(PROVIDED RECORDS Opens)

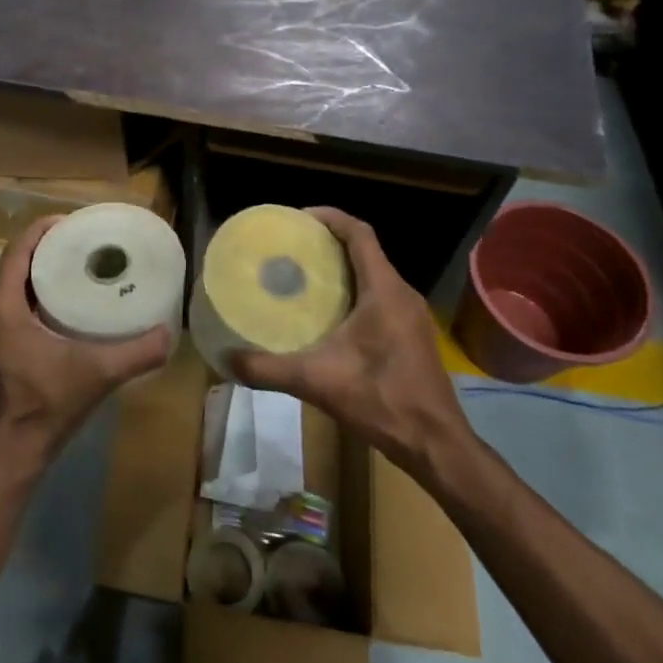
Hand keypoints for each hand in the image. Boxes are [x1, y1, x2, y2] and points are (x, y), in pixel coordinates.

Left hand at [0, 215, 172, 480]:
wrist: (15, 452)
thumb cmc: (46, 405)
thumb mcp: (97, 373)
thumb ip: (137, 353)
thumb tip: (169, 332)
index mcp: (4, 306)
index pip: (19, 249)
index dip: (43, 228)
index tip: (74, 221)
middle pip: (20, 263)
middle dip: (50, 246)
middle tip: (87, 240)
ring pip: (19, 284)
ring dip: (45, 270)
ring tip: (83, 263)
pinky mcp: (3, 346)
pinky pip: (20, 304)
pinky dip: (42, 293)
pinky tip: (72, 302)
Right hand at [226, 207, 474, 479]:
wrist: (435, 445)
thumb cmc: (382, 401)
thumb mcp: (317, 382)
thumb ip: (269, 370)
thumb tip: (226, 360)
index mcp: (384, 290)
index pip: (360, 233)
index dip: (330, 217)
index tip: (298, 218)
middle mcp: (402, 294)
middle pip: (366, 250)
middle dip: (330, 242)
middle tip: (292, 248)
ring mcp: (412, 315)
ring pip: (375, 274)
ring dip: (343, 268)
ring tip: (304, 276)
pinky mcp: (413, 334)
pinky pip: (381, 296)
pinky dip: (355, 291)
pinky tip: (330, 314)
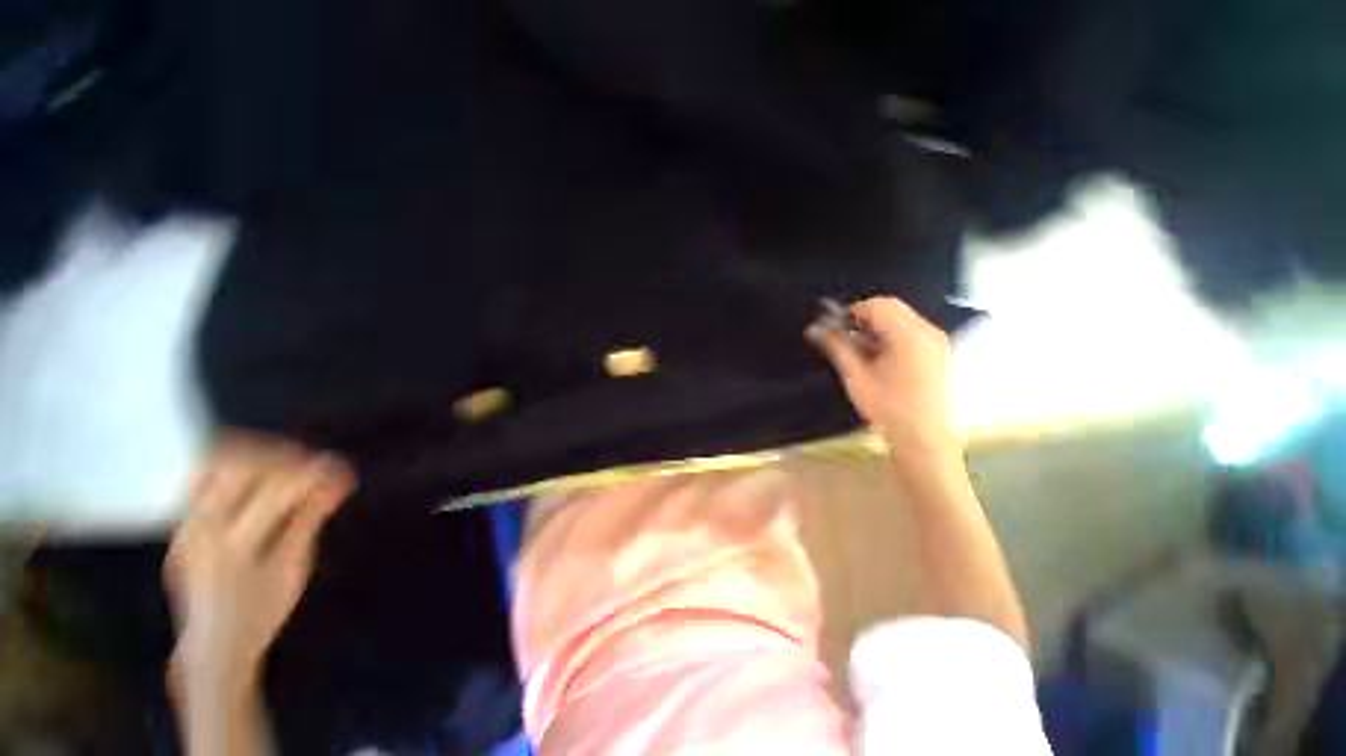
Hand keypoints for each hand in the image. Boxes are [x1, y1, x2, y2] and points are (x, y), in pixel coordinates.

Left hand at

(PROVIDED RECORDS Closes)

--- YOUR GOAL ---
The answer must be an exact copy of the lines from the one containing "middle mcp: (402, 294)" through the last line of the records, with no pictures included.

--- WRITTEN SOLUTION ---
middle mcp: (402, 294)
middle pip: (366, 250)
middle dip: (330, 242)
middle tip: (292, 248)
ring mcp: (412, 315)
ring pip: (375, 274)
ring dip: (343, 268)
ring tip: (304, 276)
pinky mcp: (413, 334)
pinky pip: (381, 296)
pinky dip: (355, 291)
pinky tip: (330, 314)
Hand keypoints for each hand in the image. Boxes are [x1, y1, x2, y2] and points are (x, y), in pixel coordinates.

Left hand at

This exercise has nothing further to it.